Requirement: Please find the lines in the following records that hold "East", and copy them.

Data extracts:
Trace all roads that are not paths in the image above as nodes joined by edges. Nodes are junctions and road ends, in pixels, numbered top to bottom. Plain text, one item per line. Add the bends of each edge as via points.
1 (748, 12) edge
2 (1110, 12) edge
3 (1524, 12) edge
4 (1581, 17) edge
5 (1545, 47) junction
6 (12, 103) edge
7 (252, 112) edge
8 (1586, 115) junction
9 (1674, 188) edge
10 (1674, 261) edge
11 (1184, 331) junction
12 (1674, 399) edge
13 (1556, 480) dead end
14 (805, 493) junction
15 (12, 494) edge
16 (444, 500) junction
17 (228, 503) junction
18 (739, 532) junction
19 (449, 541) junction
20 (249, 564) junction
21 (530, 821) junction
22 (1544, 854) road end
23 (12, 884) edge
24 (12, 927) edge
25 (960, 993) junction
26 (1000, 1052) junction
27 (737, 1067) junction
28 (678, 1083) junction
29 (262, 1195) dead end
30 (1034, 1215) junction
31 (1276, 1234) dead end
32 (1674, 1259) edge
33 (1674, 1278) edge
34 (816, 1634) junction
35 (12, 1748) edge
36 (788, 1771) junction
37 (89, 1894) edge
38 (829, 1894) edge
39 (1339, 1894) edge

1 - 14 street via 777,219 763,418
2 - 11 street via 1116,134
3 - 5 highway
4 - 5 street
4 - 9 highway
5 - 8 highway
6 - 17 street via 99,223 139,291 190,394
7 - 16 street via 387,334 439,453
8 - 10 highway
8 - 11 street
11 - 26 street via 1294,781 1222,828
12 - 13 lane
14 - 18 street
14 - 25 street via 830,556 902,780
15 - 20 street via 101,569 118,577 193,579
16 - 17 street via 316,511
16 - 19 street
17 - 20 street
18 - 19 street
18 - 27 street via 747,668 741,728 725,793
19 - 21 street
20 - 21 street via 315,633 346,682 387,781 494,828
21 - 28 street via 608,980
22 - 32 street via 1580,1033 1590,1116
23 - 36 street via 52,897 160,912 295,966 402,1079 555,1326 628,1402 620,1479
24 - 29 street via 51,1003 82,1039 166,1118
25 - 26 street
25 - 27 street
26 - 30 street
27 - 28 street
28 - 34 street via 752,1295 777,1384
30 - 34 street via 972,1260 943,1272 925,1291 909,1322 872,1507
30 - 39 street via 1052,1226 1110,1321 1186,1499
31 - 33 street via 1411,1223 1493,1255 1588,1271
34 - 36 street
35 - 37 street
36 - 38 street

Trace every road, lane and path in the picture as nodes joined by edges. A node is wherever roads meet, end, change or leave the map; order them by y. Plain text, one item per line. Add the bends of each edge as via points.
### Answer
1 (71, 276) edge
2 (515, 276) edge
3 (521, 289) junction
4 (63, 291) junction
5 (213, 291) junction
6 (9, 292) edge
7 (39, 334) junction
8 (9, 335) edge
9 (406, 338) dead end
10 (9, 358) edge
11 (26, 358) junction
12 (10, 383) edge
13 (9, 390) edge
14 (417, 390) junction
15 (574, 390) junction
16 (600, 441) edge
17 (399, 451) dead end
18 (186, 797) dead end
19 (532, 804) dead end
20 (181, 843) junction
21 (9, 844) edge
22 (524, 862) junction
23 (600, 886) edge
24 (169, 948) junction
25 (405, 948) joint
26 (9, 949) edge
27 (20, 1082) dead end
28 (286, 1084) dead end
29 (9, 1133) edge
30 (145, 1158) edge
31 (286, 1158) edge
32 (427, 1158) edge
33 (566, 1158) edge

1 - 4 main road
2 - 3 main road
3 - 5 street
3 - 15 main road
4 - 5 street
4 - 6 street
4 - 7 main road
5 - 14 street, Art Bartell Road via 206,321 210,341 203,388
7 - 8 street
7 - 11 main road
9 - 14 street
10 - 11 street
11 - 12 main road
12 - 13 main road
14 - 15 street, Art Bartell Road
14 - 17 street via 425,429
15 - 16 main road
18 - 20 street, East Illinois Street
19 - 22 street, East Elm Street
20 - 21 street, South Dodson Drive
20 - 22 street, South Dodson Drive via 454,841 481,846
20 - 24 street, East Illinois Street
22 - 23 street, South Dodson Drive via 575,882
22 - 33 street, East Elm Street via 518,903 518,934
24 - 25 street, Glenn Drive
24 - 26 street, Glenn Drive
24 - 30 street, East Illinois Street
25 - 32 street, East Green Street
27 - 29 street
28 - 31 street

Result of the exercise:
18 - 20 street, East Illinois Street
19 - 22 street, East Elm Street
20 - 24 street, East Illinois Street
22 - 33 street, East Elm Street via 518,903 518,934
24 - 30 street, East Illinois Street
25 - 32 street, East Green Street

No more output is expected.